Bright and happy was that February morning of 1830 when the young pastor, with many of his flock around him, took his place on the green sward at Broad and Sansom streets. With his long hair brushed into lively motion by the matin breezes, he poured out a prayer to Heaven for the blessing of the triune God. "Like all Irishmen, John Chambers knew how to handle the spade", and handle it well he did on that day when he turned up the first spadeful of earth. After the diggers came the masons, who built honestly a solid foundation, and then the corner-stone laying in March, 1830, and finally the dedication in June, 1831. Dr. John Mason Duncan preached first in the new house in the morning and the sermon was royally long. One little boy, now an honored pastor of eighty, remembers that it ended at half-past one! Alas, that Saint Paul's faults, like that at Troas, should be more imitated by us preachers than his virtues! In the afternoon Rev. James Arbuckle preached. "The house was crowded to excess all day."
How one family, and indeed a group of families allied by blood or marriage, came to be life-long supporters of and worshippers in the First Independent Church, we must now tell. We shall speak of one member named Mary.
It was in 1832, the winter in which the famous English actress, Fannie Kemball, sister of Mrs. Sartoris (whose grandson, in our day, married Nellie, the daughter of General Grant) was starring in Philadelphia in the old Chestnut street theatre, on the South side of Philadelphia's most fashionable street, above Sixth. Mary had spent a winter of great gaiety, revelling in the joys of the dance, the theatre and every sort of worldly amusement—much to the grief of her mother, a woman of unaffected piety, who was praying that her daughter might look less at things perishing and more at the eternal.
Yet no message from the Unseen, sent through a human preacher, had yet reached the ears of Mary's inner being.
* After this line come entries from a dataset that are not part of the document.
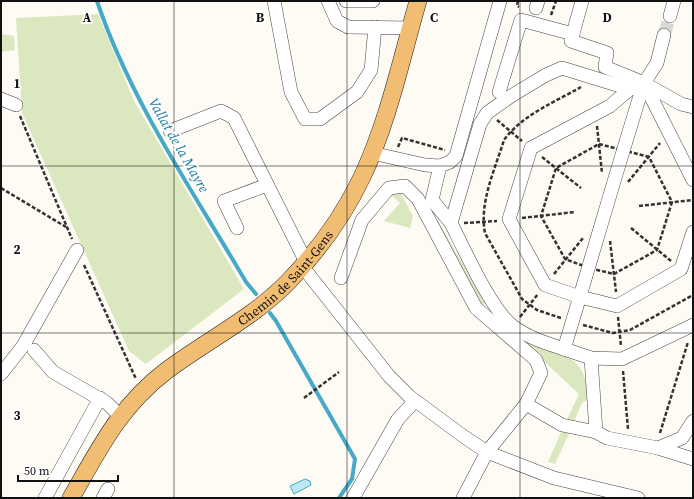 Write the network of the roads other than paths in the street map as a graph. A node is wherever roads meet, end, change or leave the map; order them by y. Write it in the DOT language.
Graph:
graph roads {
  1 [pos="274,1"];
  2 [pos="328,1"];
  3 [pos="346,1"];
  4 [pos="373,1"];
  5 [pos="418,1"];
  6 [pos="500,1"];
  7 [pos="582,1"];
  8 [pos="674,1"];
  9 [pos="670,16"];
  10 [pos="375,27"];
  11 [pos="410,28"];
  12 [pos="664,35"];
  13 [pos="572,37"];
  14 [pos="644,83"];
  15 [pos="630,89"];
  16 [pos="499,92"];
  17 [pos="1,99"];
  18 [pos="16,105"];
  19 [pos="693,107"];
  20 [pos="170,131"];
  21 [pos="372,153"];
  22 [pos="440,166"];
  23 [pos="693,180"];
  24 [pos="267,185"];
  25 [pos="451,223"];
  26 [pos="237,228"];
  27 [pos="693,232"];
  28 [pos="77,250"];
  29 [pos="304,264"];
  30 [pos="341,278"];
  31 [pos="580,297"];
  32 [pos="693,325"];
  33 [pos="564,349"];
  34 [pos="34,350"];
  35 [pos="591,358"];
  36 [pos="1,374"];
  37 [pos="100,398"];
  38 [pos="415,401"];
  39 [pos="526,404"];
  40 [pos="120,416"];
  41 [pos="693,420"];
  42 [pos="596,432"];
  43 [pos="658,448"];
  44 [pos="487,452"];
  45 [pos="693,459"];
  46 [pos="606,494"];
  47 [pos="45,498"];
  48 [pos="71,498"];
  49 [pos="353,498"];
  50 [pos="463,498"];
  51 [pos="638,498"];
  1 -- 10 [label="street"];
  2 -- 10 [label="street"];
  3 -- 4 [label="street"];
  5 -- 11 [label="main road, Chemin de Saint-Gens"];
  6 -- 22 [label="street"];
  7 -- 13 [label="street"];
  8 -- 9 [label="street"];
  10 -- 11 [label="street"];
  11 -- 21 [label="main road, Chemin de Saint-Gens"];
  12 -- 14 [label="street"];
  13 -- 14 [label="street"];
  13 -- 16 [label="street"];
  14 -- 15 [label="street"];
  14 -- 19 [label="street"];
  14 -- 23 [label="street"];
  14 -- 31 [label="street"];
  15 -- 25 [label="street"];
  15 -- 31 [label="street"];
  17 -- 18 [label="street"];
  20 -- 24 [label="street"];
  21 -- 22 [label="street"];
  21 -- 29 [label="main road, Chemin de Saint-Gens"];
  22 -- 25 [label="street"];
  24 -- 26 [label="street"];
  24 -- 29 [label="street"];
  25 -- 33 [label="street"];
  27 -- 31 [label="street"];
  28 -- 36 [label="street"];
  29 -- 38 [label="street"];
  29 -- 40 [label="main road, Chemin de Saint-Gens"];
  30 -- 39 [label="street"];
  31 -- 33 [label="street"];
  32 -- 35 [label="street"];
  33 -- 35 [label="street"];
  34 -- 37 [label="street"];
  35 -- 42 [label="street"];
  37 -- 40 [label="street"];
  37 -- 47 [label="street"];
  38 -- 44 [label="street"];
  38 -- 49 [label="street"];
  39 -- 42 [label="street"];
  39 -- 44 [label="street"];
  40 -- 48 [label="main road, Chemin de Saint-Gens"];
  41 -- 43 [label="street"];
  42 -- 43 [label="street"];
  43 -- 45 [label="street"];
  44 -- 46 [label="street"];
  44 -- 50 [label="street"];
  46 -- 51 [label="street"];
}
It was while the anxious mother was most earnestly praying, that Mary was invited by a maiden friend, whom she had met at a picnic and with whom she had formed a warm friendship, to visit her and go to hear the new minister on Thirteenth street. Mary came, and saw, and heard, and was conquered. At the first sermon she hung spell-bound on the lips of the emotional and electrifying young orator, who during all his ministrations had also that peculiar unction, without which, preaching, however logical and learned, avails little.
On coming home, after the service in the new church on Broad street, Mary told her mother that she would never go to the theatre again; she had heard the grandest speaker that she had ever looked upon in her life; who outshone every actor she had ever seen, and whose message had more charms for her than the theatre itself. Soon after this Mr. Chambers with his wife made his first pastoral call at Mary's home.
About this time, late in the winter and toward the spring, there was a revivalist assisting Mr. Chambers, who to eloquence and magnetic power, added the power of the draughtsman. He was an artist in words and with the chalk also. He drew a cross on the blackboard, and without the element of color, but with the aid of music moved the emotions mightily. He called upon the congregation, led by sweet voices, to sing, "Alas! And Did My Saviour Bleed". His appeals, tender and powerful, were responded to. Many were brought "under conviction" and declared themselves from that time followers of Jesus Christ. On the day that Mary united with the church, one hundred persons were received at the communion table and into membership.
This is one sample picture of many of dissolving views of souls in Mr. Chambers's ever enlarging congregation. His ministry was from the first one of direct appeal. It was emotional, the personal element being powerful always, but there was no leaving of the converts to themselves or to neglect. Behind and above the Celtic fire and enthusiasm of John Chambers, was the life of the Spirit moving them through him. The converts were looked after. They were personally warned, exhorted, instructed, and taught. During this first year, yes, during fifty years, John Chambers seemed an incarnation of Paul's scripture: "Whom we preach, warning every man and teaching every man that we may present every man perfect in Christ Jesus". No extra or special meetings were held in these early years, and none that we can recall in the later days, but the regular services were steadily "the occasions of converting power."
I have intimated that the secret of the great preacher's power cannot be discovered by mere logical analysis. One might as well try to explain John Chambers's influence over human hearts and lives by his printed words alone or through mere description, as to attempt to show, by a simple knowledge of the properties of lead alone, the astounding effects of a Krag army rifle. The venerable Dr. Henry Clay Trumbull, veteran editor of the Sunday School Times, writes under date of June 11, 1903:
"An orator's or a preacher's power sometimes depends largely on his intensity of utterance or of manner. He can actually throw himself into his hearers so that they will, for the time, think or feel as he does, even beyond the meaning of his words. Thus it was said of Whitefield as a preacher that he could move an audience to tears by saying the word 'Mesopotamia'. One who has felt the power of some preachers can understand the force of that statement.